------ Information provided
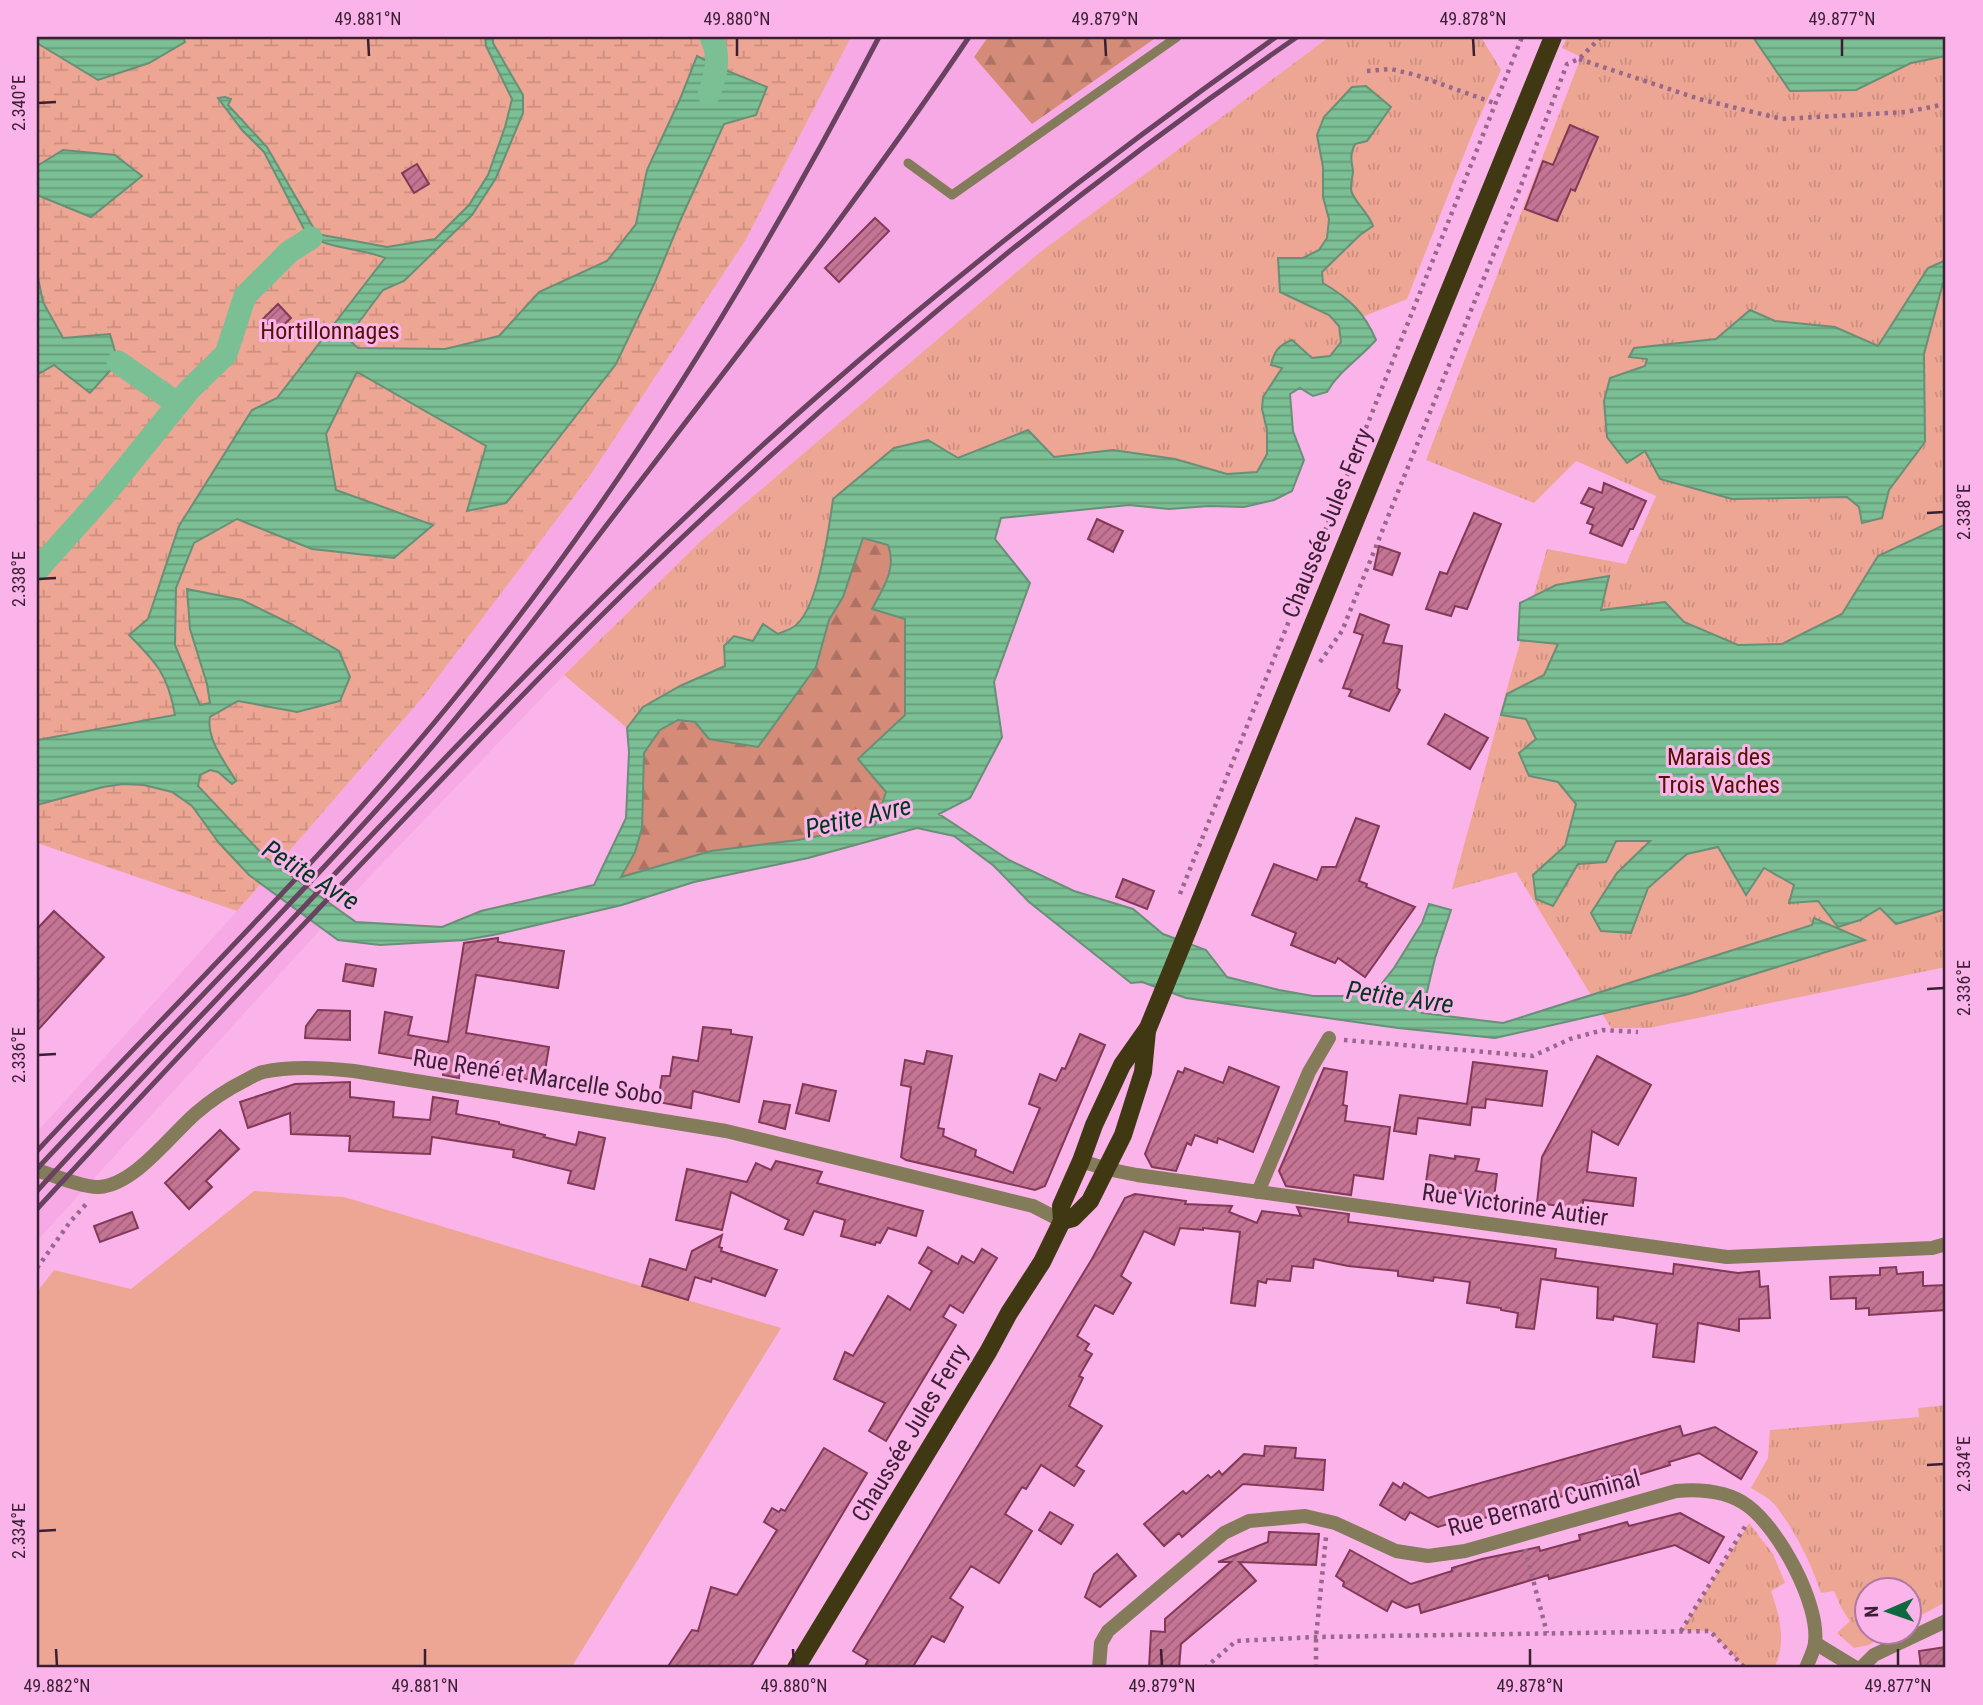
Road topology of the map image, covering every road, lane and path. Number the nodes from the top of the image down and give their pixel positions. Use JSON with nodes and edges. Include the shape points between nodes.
{"nodes":[{"id":1,"x":1177,"y":37,"type":"edge"},
{"id":2,"x":1522,"y":37,"type":"edge"},
{"id":3,"x":1553,"y":37,"type":"edge"},
{"id":4,"x":1601,"y":37,"type":"edge"},
{"id":5,"x":1579,"y":59,"type":"junction"},
{"id":6,"x":1367,"y":71,"type":"dead end"},
{"id":7,"x":1494,"y":103,"type":"junction"},
{"id":8,"x":1946,"y":104,"type":"edge"},
{"id":9,"x":908,"y":163,"type":"dead end"},
{"id":10,"x":1319,"y":663,"type":"dead end"},
{"id":11,"x":1176,"y":907,"type":"dead end"},
{"id":12,"x":1148,"y":1028,"type":"junction"},
{"id":13,"x":1638,"y":1032,"type":"dead end"},
{"id":14,"x":1329,"y":1038,"type":"joint"},
{"id":15,"x":1081,"y":1161,"type":"junction"},
{"id":16,"x":1107,"y":1169,"type":"junction"},
{"id":17,"x":37,"y":1170,"type":"edge"},
{"id":18,"x":101,"y":1187,"type":"junction"},
{"id":19,"x":1258,"y":1192,"type":"junction"},
{"id":20,"x":1062,"y":1221,"type":"junction"},
{"id":21,"x":1946,"y":1244,"type":"edge"},
{"id":22,"x":37,"y":1268,"type":"edge"},
{"id":23,"x":1754,"y":1512,"type":"junction"},
{"id":24,"x":1328,"y":1521,"type":"junction"},
{"id":25,"x":1521,"y":1535,"type":"junction"},
{"id":26,"x":1946,"y":1621,"type":"edge"},
{"id":27,"x":1681,"y":1631,"type":"junction"},
{"id":28,"x":1547,"y":1633,"type":"junction"},
{"id":29,"x":1316,"y":1637,"type":"junction"},
{"id":30,"x":1815,"y":1643,"type":"junction"},
{"id":31,"x":796,"y":1668,"type":"edge"},
{"id":32,"x":1099,"y":1668,"type":"edge"},
{"id":33,"x":1205,"y":1668,"type":"edge"},
{"id":34,"x":1316,"y":1668,"type":"edge"},
{"id":35,"x":1745,"y":1668,"type":"edge"},
{"id":36,"x":1806,"y":1668,"type":"edge"},
{"id":37,"x":1858,"y":1668,"type":"edge"}],
"edges":[{"from":1,"to":9,"type":"lane","via":[[952,195]]},
{"from":2,"to":7,"type":"path"},
{"from":3,"to":12,"type":"main road","name":"Chaussée Jules Ferry"},
{"from":4,"to":5,"type":"path"},
{"from":5,"to":8,"type":"path","via":[[1699,99],[1782,119],[1906,112]]},
{"from":5,"to":10,"type":"path","via":[[1567,64],[1342,631]]},
{"from":6,"to":7,"type":"path","via":[[1391,69],[1416,75]]},
{"from":7,"to":11,"type":"path"},
{"from":12,"to":15,"type":"main road","name":"Chaussée Jules Ferry","via":[[1122,1065]]},
{"from":12,"to":16,"type":"main road","name":"Chaussée Jules Ferry","via":[[1143,1072]]},
{"from":13,"to":14,"type":"path","via":[[1603,1030],[1533,1056]]},
{"from":14,"to":19,"type":"street","via":[[1309,1072]]},
{"from":15,"to":16,"type":"street","name":"Rue Victorine Autier"},
{"from":15,"to":20,"type":"main road","name":"Chaussée Jules Ferry","via":[[1061,1206]]},
{"from":16,"to":19,"type":"street","name":"Rue Victorine Autier"},
{"from":16,"to":20,"type":"main road","name":"Chaussée Jules Ferry","via":[[1090,1201],[1073,1218]]},
{"from":17,"to":18,"type":"street"},
{"from":18,"to":20,"type":"street","name":"Rue René et Marcelle Sobo","via":[[132,1174],[215,1097],[262,1072],[319,1068],[726,1131],[1033,1206]]},
{"from":18,"to":22,"type":"path"},
{"from":19,"to":21,"type":"street","name":"Rue Victorine Autier","via":[[1727,1258]]},
{"from":20,"to":31,"type":"main road","name":"Chaussée Jules Ferry","via":[[1040,1266]]},
{"from":23,"to":25,"type":"street","name":"Rue Bernard Cuminal","via":[[1704,1489],[1676,1491]]},
{"from":23,"to":27,"type":"path"},
{"from":23,"to":30,"type":"street","name":"Rue Bernard Cuminal","via":[[1769,1524],[1788,1553],[1811,1611]]},
{"from":24,"to":25,"type":"street","name":"Rue Bernard Cuminal","via":[[1396,1551],[1428,1556]]},
{"from":24,"to":29,"type":"path"},
{"from":24,"to":32,"type":"street","name":"Rue Bernard Cuminal","via":[[1277,1517],[1249,1521],[1223,1533],[1108,1631],[1101,1643]]},
{"from":25,"to":28,"type":"path"},
{"from":26,"to":37,"type":"street","via":[[1874,1654]]},
{"from":27,"to":28,"type":"path"},
{"from":27,"to":35,"type":"path","via":[[1710,1630]]},
{"from":28,"to":29,"type":"path"},
{"from":29,"to":33,"type":"path","via":[[1236,1641]]},
{"from":29,"to":34,"type":"path"},
{"from":30,"to":36,"type":"street","name":"Rue Bernard Cuminal"},
{"from":30,"to":37,"type":"street"}]}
------------
### Task prompt
Leaving out the pictures, restate the listing above exactly.

### The answer
Road topology of the map image, covering every road, lane and path. Number the nodes from the top of the image down and give their pixel positions. Use JSON with nodes and edges. Include the shape points between nodes.
{"nodes":[{"id":1,"x":1177,"y":37,"type":"edge"},
{"id":2,"x":1522,"y":37,"type":"edge"},
{"id":3,"x":1553,"y":37,"type":"edge"},
{"id":4,"x":1601,"y":37,"type":"edge"},
{"id":5,"x":1579,"y":59,"type":"junction"},
{"id":6,"x":1367,"y":71,"type":"dead end"},
{"id":7,"x":1494,"y":103,"type":"junction"},
{"id":8,"x":1946,"y":104,"type":"edge"},
{"id":9,"x":908,"y":163,"type":"dead end"},
{"id":10,"x":1319,"y":663,"type":"dead end"},
{"id":11,"x":1176,"y":907,"type":"dead end"},
{"id":12,"x":1148,"y":1028,"type":"junction"},
{"id":13,"x":1638,"y":1032,"type":"dead end"},
{"id":14,"x":1329,"y":1038,"type":"joint"},
{"id":15,"x":1081,"y":1161,"type":"junction"},
{"id":16,"x":1107,"y":1169,"type":"junction"},
{"id":17,"x":37,"y":1170,"type":"edge"},
{"id":18,"x":101,"y":1187,"type":"junction"},
{"id":19,"x":1258,"y":1192,"type":"junction"},
{"id":20,"x":1062,"y":1221,"type":"junction"},
{"id":21,"x":1946,"y":1244,"type":"edge"},
{"id":22,"x":37,"y":1268,"type":"edge"},
{"id":23,"x":1754,"y":1512,"type":"junction"},
{"id":24,"x":1328,"y":1521,"type":"junction"},
{"id":25,"x":1521,"y":1535,"type":"junction"},
{"id":26,"x":1946,"y":1621,"type":"edge"},
{"id":27,"x":1681,"y":1631,"type":"junction"},
{"id":28,"x":1547,"y":1633,"type":"junction"},
{"id":29,"x":1316,"y":1637,"type":"junction"},
{"id":30,"x":1815,"y":1643,"type":"junction"},
{"id":31,"x":796,"y":1668,"type":"edge"},
{"id":32,"x":1099,"y":1668,"type":"edge"},
{"id":33,"x":1205,"y":1668,"type":"edge"},
{"id":34,"x":1316,"y":1668,"type":"edge"},
{"id":35,"x":1745,"y":1668,"type":"edge"},
{"id":36,"x":1806,"y":1668,"type":"edge"},
{"id":37,"x":1858,"y":1668,"type":"edge"}],
"edges":[{"from":1,"to":9,"type":"lane","via":[[952,195]]},
{"from":2,"to":7,"type":"path"},
{"from":3,"to":12,"type":"main road","name":"Chaussée Jules Ferry"},
{"from":4,"to":5,"type":"path"},
{"from":5,"to":8,"type":"path","via":[[1699,99],[1782,119],[1906,112]]},
{"from":5,"to":10,"type":"path","via":[[1567,64],[1342,631]]},
{"from":6,"to":7,"type":"path","via":[[1391,69],[1416,75]]},
{"from":7,"to":11,"type":"path"},
{"from":12,"to":15,"type":"main road","name":"Chaussée Jules Ferry","via":[[1122,1065]]},
{"from":12,"to":16,"type":"main road","name":"Chaussée Jules Ferry","via":[[1143,1072]]},
{"from":13,"to":14,"type":"path","via":[[1603,1030],[1533,1056]]},
{"from":14,"to":19,"type":"street","via":[[1309,1072]]},
{"from":15,"to":16,"type":"street","name":"Rue Victorine Autier"},
{"from":15,"to":20,"type":"main road","name":"Chaussée Jules Ferry","via":[[1061,1206]]},
{"from":16,"to":19,"type":"street","name":"Rue Victorine Autier"},
{"from":16,"to":20,"type":"main road","name":"Chaussée Jules Ferry","via":[[1090,1201],[1073,1218]]},
{"from":17,"to":18,"type":"street"},
{"from":18,"to":20,"type":"street","name":"Rue René et Marcelle Sobo","via":[[132,1174],[215,1097],[262,1072],[319,1068],[726,1131],[1033,1206]]},
{"from":18,"to":22,"type":"path"},
{"from":19,"to":21,"type":"street","name":"Rue Victorine Autier","via":[[1727,1258]]},
{"from":20,"to":31,"type":"main road","name":"Chaussée Jules Ferry","via":[[1040,1266]]},
{"from":23,"to":25,"type":"street","name":"Rue Bernard Cuminal","via":[[1704,1489],[1676,1491]]},
{"from":23,"to":27,"type":"path"},
{"from":23,"to":30,"type":"street","name":"Rue Bernard Cuminal","via":[[1769,1524],[1788,1553],[1811,1611]]},
{"from":24,"to":25,"type":"street","name":"Rue Bernard Cuminal","via":[[1396,1551],[1428,1556]]},
{"from":24,"to":29,"type":"path"},
{"from":24,"to":32,"type":"street","name":"Rue Bernard Cuminal","via":[[1277,1517],[1249,1521],[1223,1533],[1108,1631],[1101,1643]]},
{"from":25,"to":28,"type":"path"},
{"from":26,"to":37,"type":"street","via":[[1874,1654]]},
{"from":27,"to":28,"type":"path"},
{"from":27,"to":35,"type":"path","via":[[1710,1630]]},
{"from":28,"to":29,"type":"path"},
{"from":29,"to":33,"type":"path","via":[[1236,1641]]},
{"from":29,"to":34,"type":"path"},
{"from":30,"to":36,"type":"street","name":"Rue Bernard Cuminal"},
{"from":30,"to":37,"type":"street"}]}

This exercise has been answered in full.